Questo infatti il capolavoro che ha lasciato frotte e frotte di visitatori al gelo di attese anche lunghe per ricompensarli – oltre che col calore gentilizio degli interni di Palazzo Marino -, soprattutto con l’assorta pacatezza della sua composizione, dove un paesaggio morbidamente rasserenante e variegato funge da sfondo ad una Madonna dolcissima che tiene Gesù tra le braccia ma si volge verso S. Giovanni bambino, come se vegliando su di lui vegliasse sull’umanità intera. Una promessa d’amore e di cura ben diversa da quella più enigmatica e complessa della Vergine delle Rocce di Leonardo, che accoglie i visitatori all’inizio del percorso di mostra nella versione del Louvre riprodotta da un allievo del genio vinciano, o dal dipinto del Boltraffio (che completa l’allestimento) in cui la torsione della Vergine sembra voler soprattutto trattenere il Bambino dal sacrificio della croce cui lo presagisce destinato.

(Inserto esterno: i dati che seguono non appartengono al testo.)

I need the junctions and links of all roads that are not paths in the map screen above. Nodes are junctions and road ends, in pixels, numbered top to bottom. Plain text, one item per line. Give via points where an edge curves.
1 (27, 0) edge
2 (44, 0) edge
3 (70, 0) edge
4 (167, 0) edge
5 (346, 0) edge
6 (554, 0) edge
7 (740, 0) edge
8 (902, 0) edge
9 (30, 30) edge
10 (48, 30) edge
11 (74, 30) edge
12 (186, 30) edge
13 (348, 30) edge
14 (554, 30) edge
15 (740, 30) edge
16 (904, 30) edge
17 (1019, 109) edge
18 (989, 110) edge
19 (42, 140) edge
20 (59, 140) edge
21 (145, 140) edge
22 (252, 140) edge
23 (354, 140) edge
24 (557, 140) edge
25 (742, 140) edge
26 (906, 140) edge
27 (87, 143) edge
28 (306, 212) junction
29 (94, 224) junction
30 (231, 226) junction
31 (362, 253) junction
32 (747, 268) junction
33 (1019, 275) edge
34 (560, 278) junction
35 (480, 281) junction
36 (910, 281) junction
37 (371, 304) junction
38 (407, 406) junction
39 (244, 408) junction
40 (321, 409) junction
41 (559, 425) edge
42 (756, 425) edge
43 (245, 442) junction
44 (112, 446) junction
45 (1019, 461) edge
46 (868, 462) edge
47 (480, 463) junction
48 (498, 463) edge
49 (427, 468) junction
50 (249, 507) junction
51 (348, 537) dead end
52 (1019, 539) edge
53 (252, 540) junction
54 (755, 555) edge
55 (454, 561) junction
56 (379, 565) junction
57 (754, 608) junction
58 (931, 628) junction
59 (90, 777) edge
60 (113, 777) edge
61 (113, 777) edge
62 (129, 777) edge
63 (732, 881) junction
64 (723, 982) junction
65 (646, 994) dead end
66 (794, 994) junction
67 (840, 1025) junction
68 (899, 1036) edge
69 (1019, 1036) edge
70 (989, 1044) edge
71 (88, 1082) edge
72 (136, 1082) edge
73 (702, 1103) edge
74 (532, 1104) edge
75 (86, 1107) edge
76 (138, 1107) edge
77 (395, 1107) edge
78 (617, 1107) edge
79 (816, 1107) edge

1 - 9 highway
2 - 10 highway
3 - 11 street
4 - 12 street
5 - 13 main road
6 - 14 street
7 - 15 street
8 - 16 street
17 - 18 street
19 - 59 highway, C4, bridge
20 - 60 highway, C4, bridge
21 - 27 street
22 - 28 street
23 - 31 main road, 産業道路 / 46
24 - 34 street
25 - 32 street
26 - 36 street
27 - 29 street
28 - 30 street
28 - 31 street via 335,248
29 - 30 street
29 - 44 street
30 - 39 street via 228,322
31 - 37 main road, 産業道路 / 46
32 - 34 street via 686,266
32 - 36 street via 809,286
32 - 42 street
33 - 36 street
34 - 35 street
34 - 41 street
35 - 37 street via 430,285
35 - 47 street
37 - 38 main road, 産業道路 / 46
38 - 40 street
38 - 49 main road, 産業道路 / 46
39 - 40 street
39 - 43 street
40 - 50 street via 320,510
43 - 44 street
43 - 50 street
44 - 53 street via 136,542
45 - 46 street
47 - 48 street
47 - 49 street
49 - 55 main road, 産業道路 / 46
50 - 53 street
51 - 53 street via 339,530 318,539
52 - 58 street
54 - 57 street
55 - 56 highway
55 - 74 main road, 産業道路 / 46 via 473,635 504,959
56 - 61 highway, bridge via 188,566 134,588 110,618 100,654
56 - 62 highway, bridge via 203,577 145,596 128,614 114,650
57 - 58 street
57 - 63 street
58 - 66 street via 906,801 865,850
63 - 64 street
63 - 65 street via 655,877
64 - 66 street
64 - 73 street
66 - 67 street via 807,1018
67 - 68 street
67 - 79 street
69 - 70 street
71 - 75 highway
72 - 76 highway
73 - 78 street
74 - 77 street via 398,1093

Il mio tormento è solo questo: in cosa potrò riuscire, in cosa potrò servire o essere utile agli altri, e come potrò capirlo? Non si sa sempre riconoscere che cosa ti rinchiude, che ti mura vivo, che sembra sotterrarti, eppure si sentono non so quali sbarre, quali muri. Tutto ciò è fantasia, immaginazione?
La ricerca di una più autentica vocazione, insieme all’urgenza di servire e confortare l’umanità, risalta decisa in questo commovente stralcio di lettera, una delle tante, che Vincent Van Gogh indirizza al fratello Theo per renderlo partecipe del suo travaglio e degli sforzi per giungere ad un ubi consistam degno di questo nome e può ben rappresentare una delle chiavi interpretative nella pittura del celebratissimo artista olandese.

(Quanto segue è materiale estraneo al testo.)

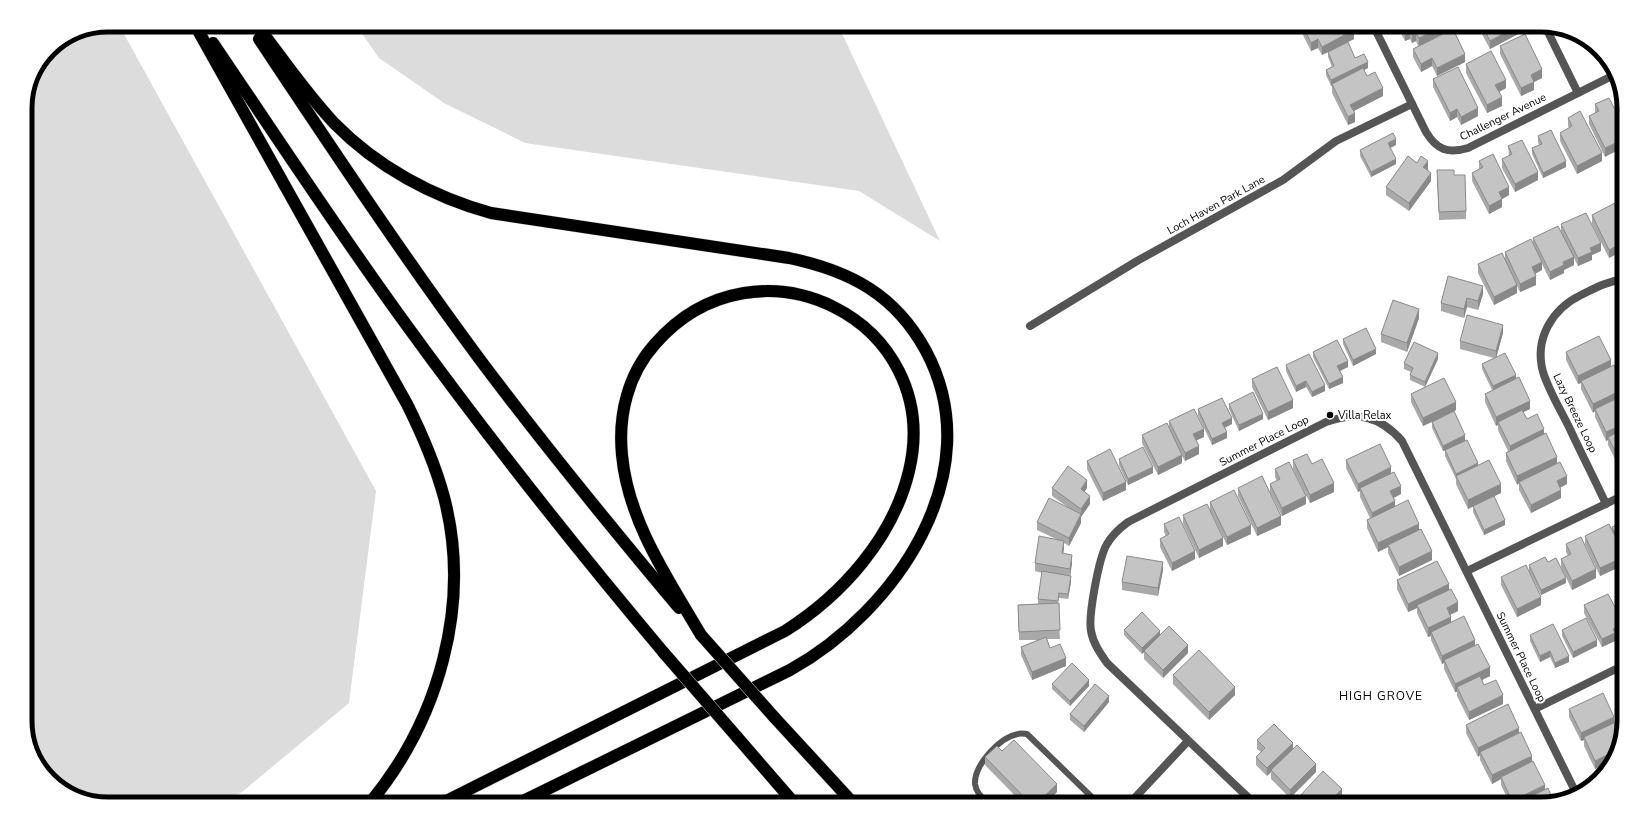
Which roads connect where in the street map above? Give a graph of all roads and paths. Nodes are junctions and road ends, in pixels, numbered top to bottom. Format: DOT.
graph roads {
  1 [pos="199,32"];
  2 [pos="206,32"];
  3 [pos="254,32"];
  4 [pos="262,32"];
  5 [pos="1376,32"];
  6 [pos="1548,32"];
  7 [pos="1610,77"];
  8 [pos="1578,92"];
  9 [pos="1412,104"];
  10 [pos="1617,281"];
  11 [pos="1030,326"];
  12 [pos="1617,498"];
  13 [pos="1606,504"];
  14 [pos="1467,571"];
  15 [pos="702,635"];
  16 [pos="1617,668"];
  17 [pos="1535,709"];
  18 [pos="1188,741"];
  19 [pos="1574,789"];
  20 [pos="375,797"];
  21 [pos="454,797"];
  22 [pos="531,797"];
  23 [pos="789,797"];
  24 [pos="848,797"];
  25 [pos="981,797"];
  26 [pos="1092,797"];
  27 [pos="1136,797"];
  28 [pos="1248,797"];
  1 -- 20 [label="highway"];
  2 -- 23 [label="highway, bridge"];
  3 -- 15 [label="highway"];
  4 -- 22 [label="highway"];
  5 -- 9 [label="street, Challenger Avenue"];
  6 -- 8 [label="street"];
  7 -- 8 [label="street, Challenger Avenue"];
  8 -- 9 [label="street, Challenger Avenue"];
  9 -- 11 [label="street, Loch Haven Park Lane"];
  10 -- 13 [label="street, Lazy Breeze Loop"];
  12 -- 13 [label="street"];
  13 -- 14 [label="street"];
  14 -- 17 [label="street, Summer Place Loop"];
  14 -- 18 [label="street, Summer Place Loop"];
  15 -- 21 [label="highway"];
  15 -- 24 [label="highway, bridge"];
  16 -- 17 [label="street"];
  17 -- 19 [label="street, Summer Place Loop"];
  18 -- 27 [label="street"];
  18 -- 28 [label="street, Summer Place Loop"];
  25 -- 26 [label="lane"];
}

Sotto tale profilo, la mostra “Van Gogh l’uomo e la terra”, allestita a Palazzo Reale, sembra offrire una proposta convincente, per quanto focalizzata sulle tematiche legate a Expo 2015 e dotata di non più di una cinquantina di opere, parte delle quali concesse dal Van Gogh Museum di Amsterdam. Valida e perfino toccante l’idea di affiancare, ai dipinti, passi significativi dell’epistolario, come a esibire essenzialmente la dinamica di una tensione spirituale mai acquietata, che cerca sfogo ora nella spenta cupezza de “I mangiatori di patate” e nella curva delle schiene contadine o nello scavo di volti segnati dalla durezza di un’esistenza avara di lenimenti e sollievo, ora nella franca autorappresentazione, ora in tranche de vie parigine, ora nell’esplosione cromatica del ritratto di Roulin, ora nella raffigurazione di una natura che si vorrebbe pacificante ma ahimè si traduce in specchio d’ inquietudine ed affanno. La storia di un’anima, insomma, che emerge con forza da ogni pennellata ma anche dalle parole con cui l’uomo Van Gogh riesce lucidamente a sondare se stesso, e la propria sofferta esperienza di vita, lasciandone un segno così indelebile da coinvolgere ogni visitatore in una vicenda esistenziale davvero difficile da dimenticare e sentire lontana.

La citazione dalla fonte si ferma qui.